# EXERCISE DETAILS:
Reproduce all of the entries character for character, while leaving out any pictures they contain.

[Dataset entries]
- - - - - - -
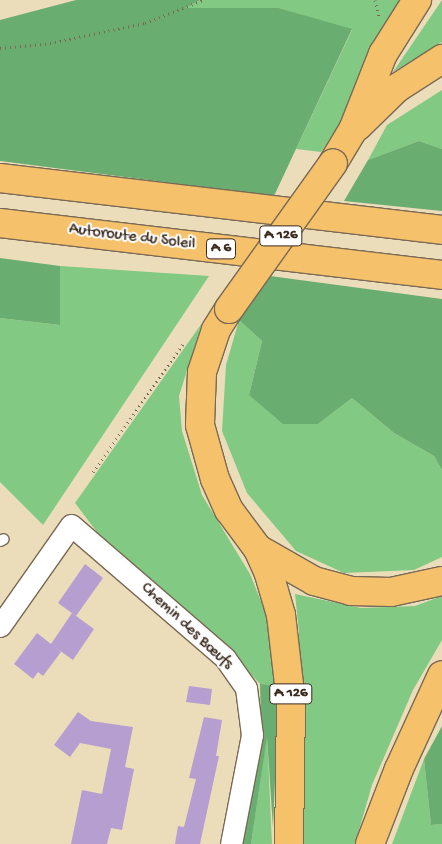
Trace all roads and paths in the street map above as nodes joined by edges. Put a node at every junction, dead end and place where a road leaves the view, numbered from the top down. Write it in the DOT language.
graph roads {
  1 [pos="203,0"];
  2 [pos="417,0"];
  3 [pos="0,48"];
  4 [pos="442,59"];
  5 [pos="353,130"];
  6 [pos="0,178"];
  7 [pos="0,222"];
  8 [pos="442,230"];
  9 [pos="442,275"];
  10 [pos="188,338"];
  11 [pos="93,472"];
  12 [pos="258,549"];
  13 [pos="442,581"];
  14 [pos="0,626"];
  15 [pos="442,675"];
  16 [pos="231,844"];
  17 [pos="289,844"];
  18 [pos="370,844"];
  1 -- 3 [label="path"];
  2 -- 5 [label="highway"];
  4 -- 5 [label="highway, A 126"];
  5 -- 12 [label="highway, A 126, bridge"];
  6 -- 8 [label="highway"];
  7 -- 9 [label="highway, Autoroute du Soleil / A 6"];
  10 -- 11 [label="path"];
  12 -- 13 [label="highway"];
  12 -- 17 [label="highway, A 126"];
  14 -- 16 [label="street, Chemin des Bœufs"];
  15 -- 18 [label="highway"];
}
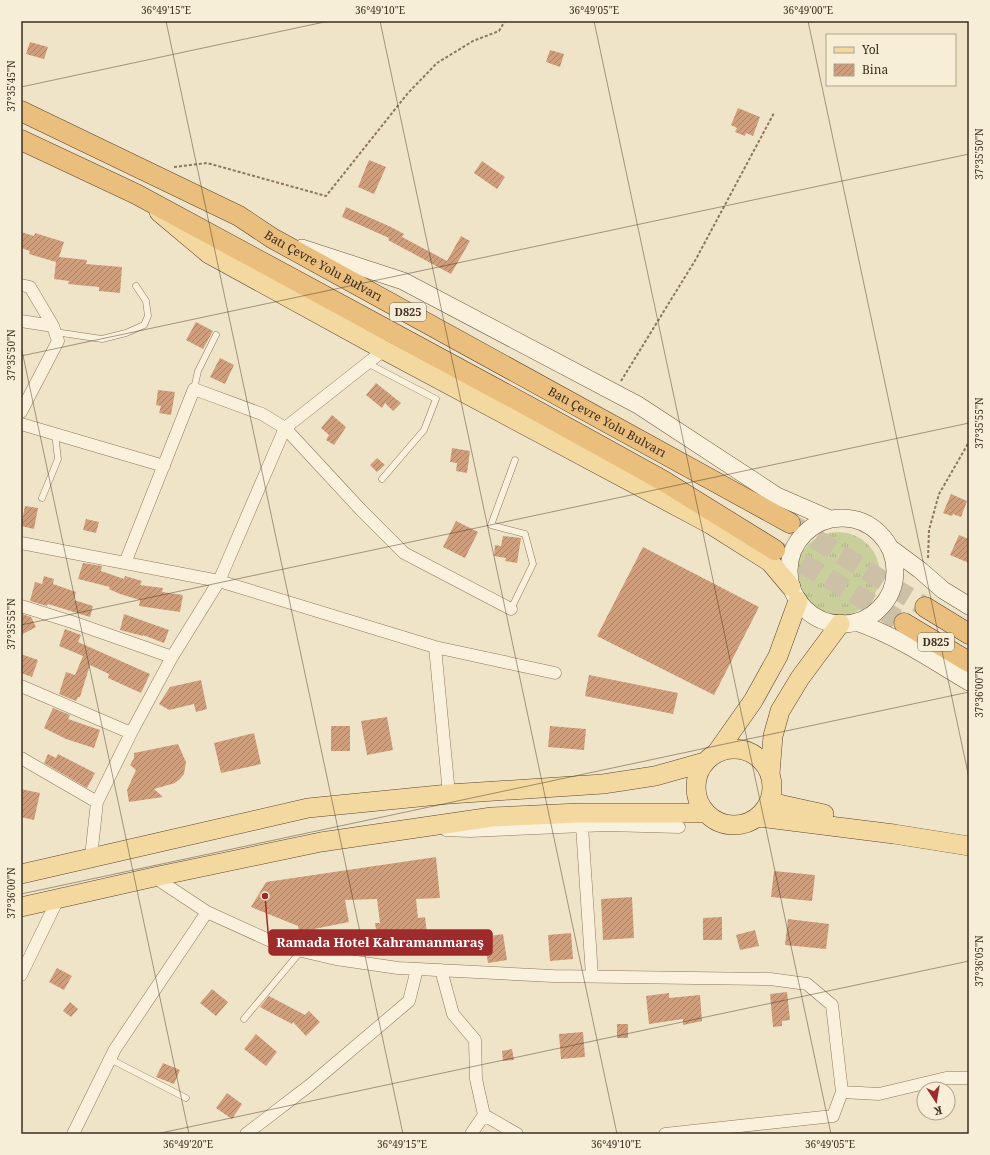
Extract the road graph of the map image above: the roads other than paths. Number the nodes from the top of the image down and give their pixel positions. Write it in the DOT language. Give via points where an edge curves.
- - - - - - -
# SOLVED PROBLEM:
Trace all roads and paths in the street map above as nodes joined by edges. Put a node at every junction, dead end and place where a road leaves the view, numbered from the top down. Write it in the DOT language.
graph roads {
  1 [pos="203,0"];
  2 [pos="417,0"];
  3 [pos="0,48"];
  4 [pos="442,59"];
  5 [pos="353,130"];
  6 [pos="0,178"];
  7 [pos="0,222"];
  8 [pos="442,230"];
  9 [pos="442,275"];
  10 [pos="188,338"];
  11 [pos="93,472"];
  12 [pos="258,549"];
  13 [pos="442,581"];
  14 [pos="0,626"];
  15 [pos="442,675"];
  16 [pos="231,844"];
  17 [pos="289,844"];
  18 [pos="370,844"];
  1 -- 3 [label="path"];
  2 -- 5 [label="highway"];
  4 -- 5 [label="highway, A 126"];
  5 -- 12 [label="highway, A 126, bridge"];
  6 -- 8 [label="highway"];
  7 -- 9 [label="highway, Autoroute du Soleil / A 6"];
  10 -- 11 [label="path"];
  12 -- 13 [label="highway"];
  12 -- 17 [label="highway, A 126"];
  14 -- 16 [label="street, Chemin des Bœufs"];
  15 -- 18 [label="highway"];
}
Extract the road graph of the map image above: the roads other than paths. Number the nodes from the top of the image down and give their pixel positions. Write it in the DOT language. Give via points where an edge curves.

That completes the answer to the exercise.